Discussion - Rules Model DSL: GradleConnector without access to entire project


(Mike Kobit) #1

I have been looking into the rule based DSL. I saw that the GradleConnector also exists as sort of a programmatic entrypoint for the tooling API. It looks like, from the API, that it requires a project directory and some local files.

At a high level, I was wondering if it is possible to get information from the model without having to need access to an entire “project”? Can I get information from the model without needing the rest of the project files? How does buildscript dependencies factor into this?


(Stefan Oehme) #2

Could you elaborate on what you are trying to do? I don’t know what you mean by this:


(Mike Kobit) #3

The idea I had was about modeling certain builds and things essentially only having the data from the build.gradle file and not needing all of the “things” that the build will actually execute on. The way I was thinking of it was using Gradle as an API layer for extracting relevant information from a

An example would probably make more sense. One that I was thinking of was modeling the tasks that a user would want to be executed for a pull request.

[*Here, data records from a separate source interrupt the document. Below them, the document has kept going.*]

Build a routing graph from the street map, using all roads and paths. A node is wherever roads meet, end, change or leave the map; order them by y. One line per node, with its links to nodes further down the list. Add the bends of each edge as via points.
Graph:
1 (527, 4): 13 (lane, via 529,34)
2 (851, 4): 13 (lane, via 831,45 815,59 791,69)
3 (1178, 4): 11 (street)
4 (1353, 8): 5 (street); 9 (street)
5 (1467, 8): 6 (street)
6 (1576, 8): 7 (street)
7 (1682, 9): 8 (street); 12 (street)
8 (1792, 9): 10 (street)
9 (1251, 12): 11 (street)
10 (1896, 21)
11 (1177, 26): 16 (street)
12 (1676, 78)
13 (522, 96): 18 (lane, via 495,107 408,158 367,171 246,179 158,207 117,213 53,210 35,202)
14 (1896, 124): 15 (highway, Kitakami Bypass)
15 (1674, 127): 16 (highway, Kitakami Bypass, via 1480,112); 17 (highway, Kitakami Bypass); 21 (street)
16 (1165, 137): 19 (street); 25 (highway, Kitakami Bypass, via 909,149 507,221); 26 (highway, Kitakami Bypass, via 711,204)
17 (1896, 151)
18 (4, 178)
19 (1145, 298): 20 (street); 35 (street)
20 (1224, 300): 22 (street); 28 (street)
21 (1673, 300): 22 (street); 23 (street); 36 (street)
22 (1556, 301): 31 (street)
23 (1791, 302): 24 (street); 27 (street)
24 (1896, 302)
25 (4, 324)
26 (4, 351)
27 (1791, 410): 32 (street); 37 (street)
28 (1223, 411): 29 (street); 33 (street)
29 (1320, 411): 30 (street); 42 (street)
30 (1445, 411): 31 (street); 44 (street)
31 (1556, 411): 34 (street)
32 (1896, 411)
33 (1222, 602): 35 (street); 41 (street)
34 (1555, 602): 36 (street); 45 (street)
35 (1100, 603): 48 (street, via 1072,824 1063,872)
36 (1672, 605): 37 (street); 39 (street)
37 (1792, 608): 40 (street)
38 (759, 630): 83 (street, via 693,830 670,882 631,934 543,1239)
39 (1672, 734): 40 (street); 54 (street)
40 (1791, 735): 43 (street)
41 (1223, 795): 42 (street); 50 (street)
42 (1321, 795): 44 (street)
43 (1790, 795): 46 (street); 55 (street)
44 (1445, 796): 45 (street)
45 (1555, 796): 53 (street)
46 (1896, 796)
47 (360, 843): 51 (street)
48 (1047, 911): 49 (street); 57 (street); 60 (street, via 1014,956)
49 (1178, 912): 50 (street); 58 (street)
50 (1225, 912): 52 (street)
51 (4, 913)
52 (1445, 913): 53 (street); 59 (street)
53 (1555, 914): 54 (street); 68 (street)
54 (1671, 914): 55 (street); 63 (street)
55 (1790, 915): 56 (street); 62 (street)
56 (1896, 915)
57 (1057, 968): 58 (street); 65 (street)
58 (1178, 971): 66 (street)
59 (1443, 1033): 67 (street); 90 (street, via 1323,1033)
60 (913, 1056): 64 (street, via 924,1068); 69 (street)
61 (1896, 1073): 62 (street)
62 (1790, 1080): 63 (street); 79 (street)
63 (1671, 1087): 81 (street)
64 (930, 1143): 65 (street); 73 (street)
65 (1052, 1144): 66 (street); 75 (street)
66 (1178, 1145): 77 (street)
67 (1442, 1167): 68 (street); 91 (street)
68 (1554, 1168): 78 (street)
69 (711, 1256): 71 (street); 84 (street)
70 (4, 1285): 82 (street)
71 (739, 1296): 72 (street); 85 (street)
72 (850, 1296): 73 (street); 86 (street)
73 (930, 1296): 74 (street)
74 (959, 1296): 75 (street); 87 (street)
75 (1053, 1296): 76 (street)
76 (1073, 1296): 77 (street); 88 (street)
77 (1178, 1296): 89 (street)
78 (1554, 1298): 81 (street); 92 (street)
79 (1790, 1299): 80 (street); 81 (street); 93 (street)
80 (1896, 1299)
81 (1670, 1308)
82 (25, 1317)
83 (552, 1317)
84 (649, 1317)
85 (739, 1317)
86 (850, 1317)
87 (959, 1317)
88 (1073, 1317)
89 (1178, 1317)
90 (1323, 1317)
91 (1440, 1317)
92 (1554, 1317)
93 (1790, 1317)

(try to disregard the syntax)

model {
    pullRequest {
        tasks = [$.tasks.checkstyle, $.tasks,unitTest, $.tasks.buildDockerImage]
    }
    tasks {
        ...
    }
}

Imagine that this gets checked into an SCM system. A pull request is opened at a later time, and that event is sent to a downstream service. That service (think of like Travis CI or some other build system) wants to use the model from the build.gradle to make decisions about how to do its execution.

// Ignore the snytax, and there could definitely be some issues with build.gradles that use apply from: path
ProjectConnection connection = GradleConnector.newConnector()
                   .forProject((InputStream) buildData))
                   .connect();

PullRequest pr = connection.model(PullRequest.class)
      .get();
// do something with the PR data

The way I was thinking of it was the way Travis CI or Circle CI use YAML to represent a build matrix - I would like to be able to model that directly in the build script itself. I wouldn’t want all of the source code to be able to look into model (I think).

Does that make more sense in terms of what I might try to model and accomplish?


(Stefan Oehme) #4

Just to make sure I understand you correctly:

  • The user puts these rules into his build.gradle to model his pull request workflow
  • Your service wants to get the model and execute tasks or do other things based on it

One question: Why would you not have access to the rest of the project? If you isolate the build.gradle file, this puts some restrictions on what the user can do. E.g. the build script could try to read other files in the repo during configuration time.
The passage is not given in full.